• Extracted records
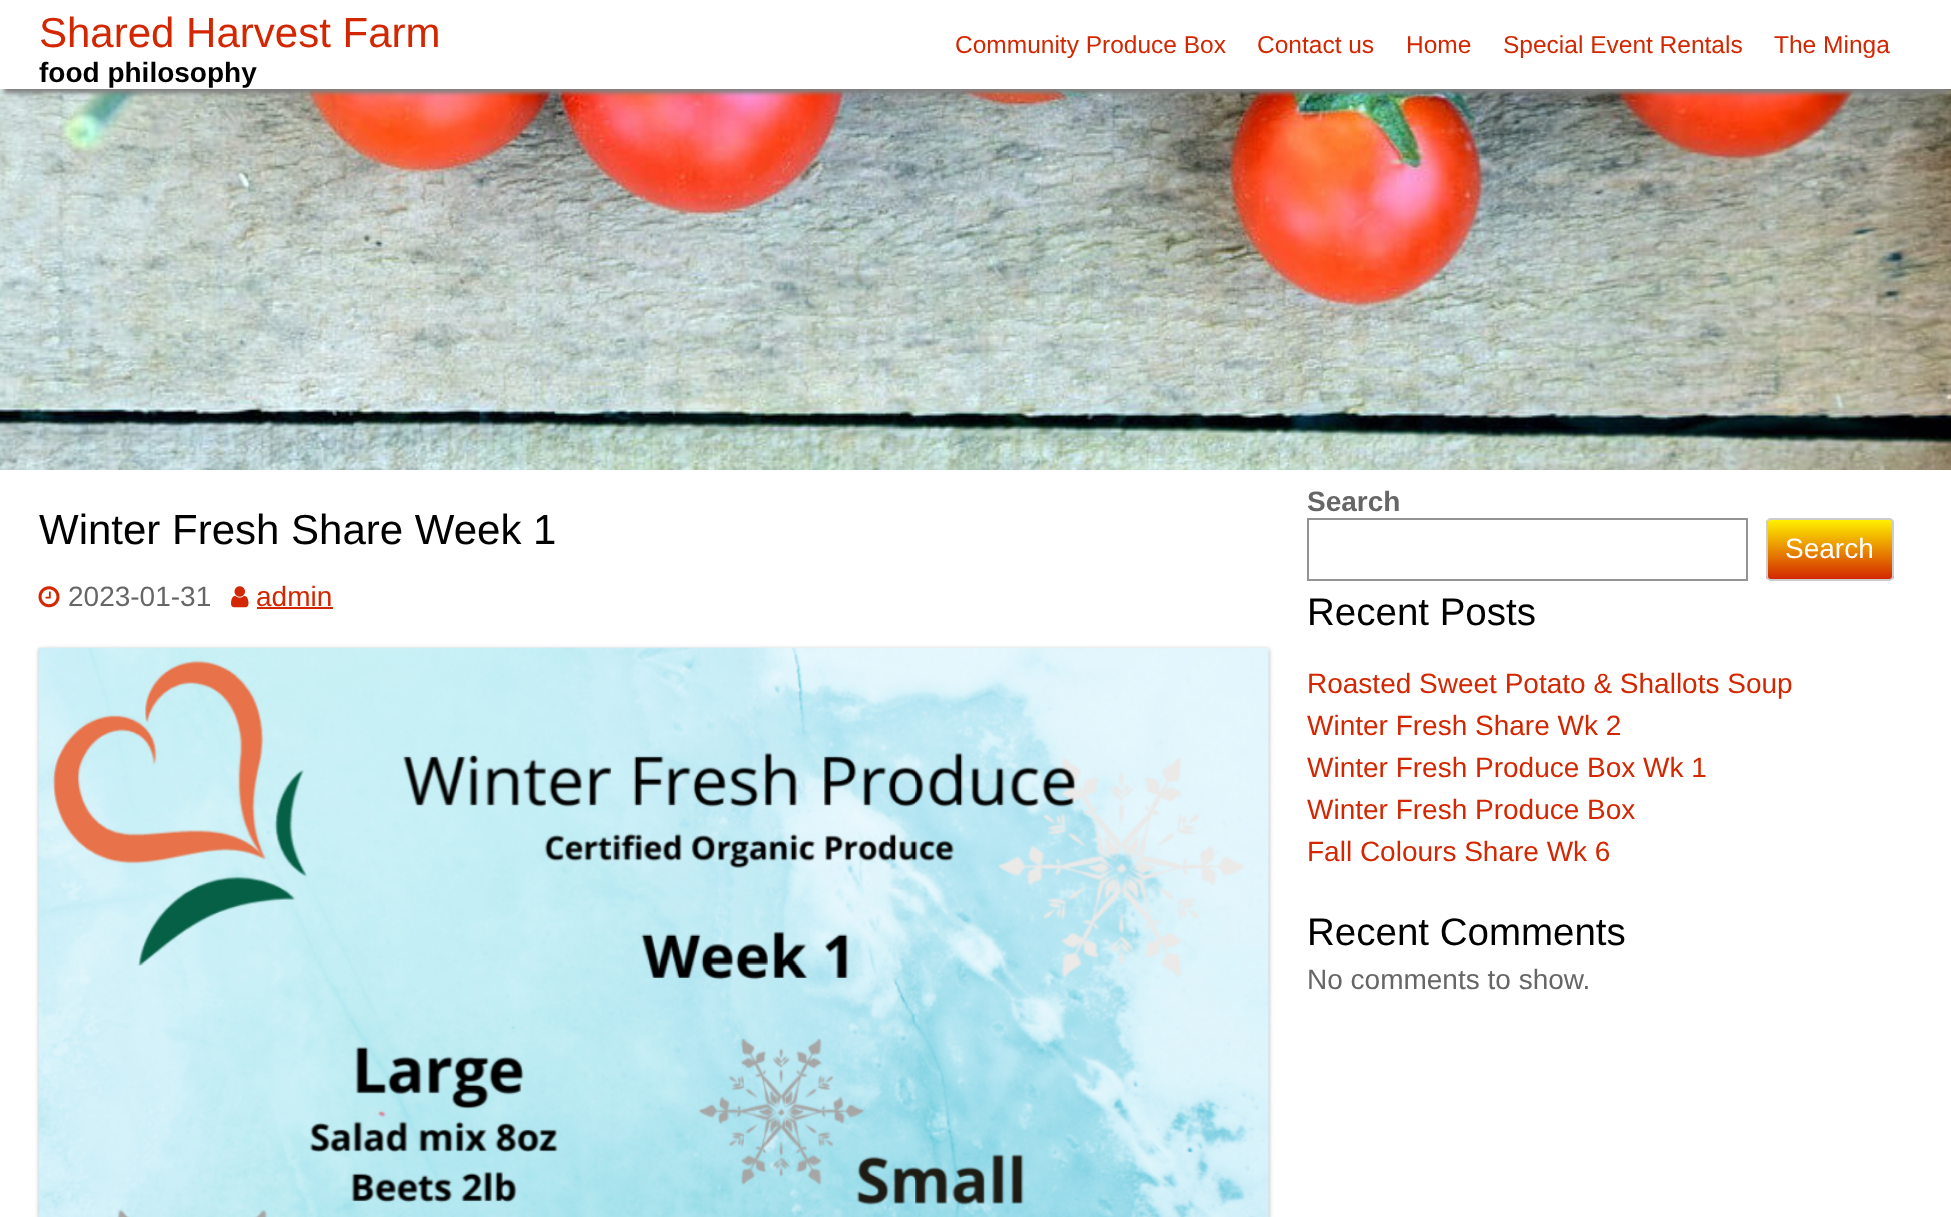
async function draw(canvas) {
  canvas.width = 1951
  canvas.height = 1217
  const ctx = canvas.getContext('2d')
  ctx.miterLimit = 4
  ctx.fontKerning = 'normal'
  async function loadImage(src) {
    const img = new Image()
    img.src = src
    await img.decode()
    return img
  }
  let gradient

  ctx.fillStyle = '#fff'
  ctx.fillRect(0, 0, 1951, 1217)
  ctx.drawImage(await loadImage('image0.png'), 0, 89, 1951, 381)
  ctx.fillStyle = '#808080'
  ctx.filter = 'blur(2px)'
  ctx.beginPath()
  ctx.rect(4, 11, 1944, 82)
  ctx.fill()
  ctx.filter = 'none'
  ctx.fillStyle = '#fff'
  ctx.fillRect(0, 7, 1951, 82)
  ctx.font = '42px Liberation Sans'
  ctx.fillStyle = '#d32701'
  ctx.fillText('Shared Harvest Farm', 39, 47)
  ctx.font = 'bold 28px Liberation Sans'
  ctx.fillStyle = '#000'
  ctx.fillText('food philosophy', 39, 82)
  ctx.font = '24.5px Liberation Sans'
  ctx.fillStyle = '#d32701'
  ctx.fillText('Community Produce Box', 955, 53)
  ctx.fillText('Contact us', 1257, 53)
  ctx.fillText('Home', 1406, 53)
  ctx.fillText('Special Event Rentals', 1503, 53)
  ctx.fillText('The Minga', 1774, 53)
  ctx.font = '42px Liberation Sans'
  ctx.fillStyle = '#000'
  ctx.fillText('Winter Fresh Share Week 1', 39, 544)
  ctx.drawImage(await loadImage('image1.png'), 38, 586, 22, 22)
  ctx.font = '28px Liberation Sans'
  ctx.fillStyle = '#666'
  ctx.fillText('2023-01-31', 68, 606)
  ctx.drawImage(await loadImage('image2.png'), 231, 586, 18, 22)
  ctx.fillStyle = '#d32701'
  ctx.fillText('admin', 256, 606)
  ctx.fillRect(257, 607, 76, 2)
  ctx.fillStyle = '#0000004d'
  ctx.filter = 'blur(2px)'
  ctx.beginPath()
  ctx.rect(39, 649, 1230, 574)
  ctx.fill()
  ctx.filter = 'none'
  ctx.drawImage(await loadImage('image3.png'), 38, 647, 1232, 570)
  ctx.font = 'bold 28px Liberation Sans'
  ctx.fillStyle = '#666'
  ctx.fillText('Search', 1307, 511)
  ctx.strokeStyle = '#949494'
  ctx.lineWidth = 2
  ctx.strokeRect(1308, 519, 439, 61)
  ctx.save()
  ctx.beginPath()
  ctx.roundRect(1766, 518, 128, 63, 5)
  ctx.clip()
  gradient = ctx.createLinearGradient(1830, 520, 1830, 579)
  gradient.addColorStop(0, '#fff000')
  gradient.addColorStop(1, '#d32701')
  ctx.fillStyle = gradient
  ctx.fillRect(1766, 520, 128, 59)
  ctx.restore()
  ctx.beginPath()
  ctx.roundRect(1767, 519, 126, 61, 4)
  ctx.strokeStyle = '#ccc'
  ctx.stroke()
  ctx.font = '28px Liberation Sans'
  ctx.fillStyle = '#fff'
  ctx.fillText('Search', 1785, 558)
  ctx.font = '38.5px Liberation Sans'
  ctx.fillStyle = '#000'
  ctx.fillText('Recent Posts', 1307, 625)
  ctx.font = '28px Liberation Sans'
  ctx.fillStyle = '#d32701'
  ctx.fillText('Roasted Sweet Potato & Shallots Soup', 1307, 693)
  ctx.fillText('Winter Fresh Share Wk 2', 1307, 735)
  ctx.fillText('Winter Fresh Produce Box Wk 1', 1307, 777)
  ctx.fillText('Winter Fresh Produce Box', 1307, 819)
  ctx.fillText('Fall Colours Share Wk 6', 1307, 861)
  ctx.font = '38.5px Liberation Sans'
  ctx.fillStyle = '#000'
  ctx.fillText('Recent Comments', 1307, 945)
  ctx.font = '28px Liberation Sans'
  ctx.fillStyle = '#666'
  ctx.fillText('No comments to show.', 1307, 989)
}

draw(document.querySelector('canvas'))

• PROBLEM DETAILS
Copy each line above containing the string "canvas".

• EXPECTED ANSWER
async function draw(canvas) {
  canvas.width = 1951
  canvas.height = 1217
  const ctx = canvas.getContext('2d')
draw(document.querySelector('canvas'))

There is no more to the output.